Russia-Ukraine War: The Wall Street Journal reported tonight (Monday) that the Russian-Israeli oligarch, Roman Abramovich, And some members of Ukraine’s negotiating team in talks with Russia suffered from symptoms of poisoning. This, after a meeting held earlier this month in Kiev.

According to anonymous sources, after Abramovich held talks in Kiev, including with the president Volodymyr Zlansky, He and at least two members of the Ukrainian team began to develop symptoms of red eyes, incessant and painful tears and peeling of the skin on the face and hands. However, since then their condition has improved and they are not in danger. Zalansky himself was not harmed and a spokesman said he had no information on suspicion of poisoning.

One of the members of the Ukrainian negotiating team that was allegedly poisoned was the Tatar legislature from the Crimean peninsula, Rustem Omrov. Omarov denied the publications. “I’m fine. This is my reaction to all the common yellow news,” he tweeted. “Do not believe any unverified information. We have an information war between us and them.”

Negotiations between Russia and Ukraine (Photo: Maxim Guchek / BelTA / Handout via REUTERS)

The suspicion, the sources claimed, is that extremist elements in Russia are behind the alleged poisoning attempt in order to thwart efforts to end the war. A source close to Abramovich told the newspaper that it was not clear who was trying to harm the personalities. Sources added that experts in the West examined the incident and noted that it was not possible to determine whether these were symptoms caused due to exposure to a chemical or biological component or whether it was the result of an electromagnetic radiation attack.

Abramovich, who maintains close ties with both sides, played an active mediating role in the early stages of talks between Russia and Ukraine at the beginning of the war, including talks in Moscow, Kiev and Belviv, and even Zalansky persuaded the US administration not to impose sanctions on Abramovich. However, the Kremlin noted that after direct talks between the two countries’ teams began, the oligarch reduced his activities.

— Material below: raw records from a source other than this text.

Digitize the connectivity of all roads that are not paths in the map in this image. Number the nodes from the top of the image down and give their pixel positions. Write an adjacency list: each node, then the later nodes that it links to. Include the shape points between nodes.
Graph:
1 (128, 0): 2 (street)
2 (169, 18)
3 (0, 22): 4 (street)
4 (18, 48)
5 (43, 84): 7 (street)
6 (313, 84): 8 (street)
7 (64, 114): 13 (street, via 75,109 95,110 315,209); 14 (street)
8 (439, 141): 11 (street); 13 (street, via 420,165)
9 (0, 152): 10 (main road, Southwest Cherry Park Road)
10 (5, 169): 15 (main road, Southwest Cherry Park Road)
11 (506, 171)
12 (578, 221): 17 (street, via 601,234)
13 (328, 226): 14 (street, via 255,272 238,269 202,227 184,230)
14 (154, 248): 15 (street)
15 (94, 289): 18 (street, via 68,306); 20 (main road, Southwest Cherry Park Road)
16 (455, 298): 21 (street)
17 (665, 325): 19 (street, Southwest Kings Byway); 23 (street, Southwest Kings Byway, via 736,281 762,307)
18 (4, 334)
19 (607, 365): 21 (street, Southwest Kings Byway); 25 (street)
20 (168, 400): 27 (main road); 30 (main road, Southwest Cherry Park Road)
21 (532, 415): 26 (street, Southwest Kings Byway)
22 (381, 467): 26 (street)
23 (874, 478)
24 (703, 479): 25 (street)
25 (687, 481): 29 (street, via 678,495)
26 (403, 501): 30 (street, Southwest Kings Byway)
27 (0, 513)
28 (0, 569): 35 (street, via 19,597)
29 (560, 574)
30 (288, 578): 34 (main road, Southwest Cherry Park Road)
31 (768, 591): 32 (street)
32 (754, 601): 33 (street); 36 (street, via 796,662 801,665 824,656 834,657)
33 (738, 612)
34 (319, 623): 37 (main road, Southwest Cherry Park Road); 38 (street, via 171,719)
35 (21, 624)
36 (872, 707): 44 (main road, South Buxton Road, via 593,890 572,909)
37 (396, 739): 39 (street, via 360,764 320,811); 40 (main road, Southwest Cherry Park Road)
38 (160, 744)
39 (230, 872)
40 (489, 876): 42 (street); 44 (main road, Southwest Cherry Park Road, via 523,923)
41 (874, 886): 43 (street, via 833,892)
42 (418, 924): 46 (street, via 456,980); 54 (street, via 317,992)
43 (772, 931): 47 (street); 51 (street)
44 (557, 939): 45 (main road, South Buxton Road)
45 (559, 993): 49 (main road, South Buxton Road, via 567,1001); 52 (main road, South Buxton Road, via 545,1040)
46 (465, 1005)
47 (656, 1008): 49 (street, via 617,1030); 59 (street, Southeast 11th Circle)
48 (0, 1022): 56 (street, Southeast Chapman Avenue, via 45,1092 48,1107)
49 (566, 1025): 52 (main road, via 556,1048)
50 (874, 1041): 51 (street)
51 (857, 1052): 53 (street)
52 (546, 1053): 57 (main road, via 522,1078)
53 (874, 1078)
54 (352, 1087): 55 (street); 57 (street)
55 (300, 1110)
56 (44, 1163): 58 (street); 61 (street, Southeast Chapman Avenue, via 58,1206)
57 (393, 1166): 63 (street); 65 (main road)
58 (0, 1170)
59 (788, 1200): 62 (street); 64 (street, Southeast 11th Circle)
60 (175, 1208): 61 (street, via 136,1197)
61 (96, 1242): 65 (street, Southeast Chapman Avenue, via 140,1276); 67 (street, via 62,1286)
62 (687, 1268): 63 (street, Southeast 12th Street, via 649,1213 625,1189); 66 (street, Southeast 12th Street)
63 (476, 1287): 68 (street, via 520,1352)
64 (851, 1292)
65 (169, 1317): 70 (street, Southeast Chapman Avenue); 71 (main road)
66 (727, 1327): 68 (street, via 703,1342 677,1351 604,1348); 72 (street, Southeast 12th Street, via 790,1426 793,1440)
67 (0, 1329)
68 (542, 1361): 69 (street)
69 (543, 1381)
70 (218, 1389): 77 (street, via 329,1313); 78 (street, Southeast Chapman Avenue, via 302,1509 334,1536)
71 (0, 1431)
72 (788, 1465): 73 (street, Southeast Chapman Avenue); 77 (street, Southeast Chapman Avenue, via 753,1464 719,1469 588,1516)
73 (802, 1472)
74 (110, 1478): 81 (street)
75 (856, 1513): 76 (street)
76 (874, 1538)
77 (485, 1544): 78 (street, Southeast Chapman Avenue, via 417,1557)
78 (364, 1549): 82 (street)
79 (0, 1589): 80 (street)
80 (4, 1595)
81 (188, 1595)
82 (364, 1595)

The investigative website Linkat reported that the alleged poisoning took place on the night of March 3 to 4 after Abramovich and another Russian businessman were dating Omarov. When they retired to an apartment in Kiev following the calls, the symptoms appeared and they did not go away until the morning. The next day, the crews traveled from Kiev to Levib on their way to Poland and Istanbul to continue talks.

Blinkat claimed that one of their men, Christo Grozev, had been asked to arrange a test by chemical weapons experts. Grozev, who was also involved in Alexei Navalny’s poisoning investigation, said a sample could not be collected in Lviv because team members rushed to Turkey and when German investigators conducted an investigation, the poison could no longer be identified. “It’s not meant to kill, but to send a warning,” Grozev concluded.

The Guardian’s correspondent, Sean Walker, added that a source aware of the details confirmed the reports and said that Abramovich “lost his sight for a few hours” and that he received treatment in Turkey.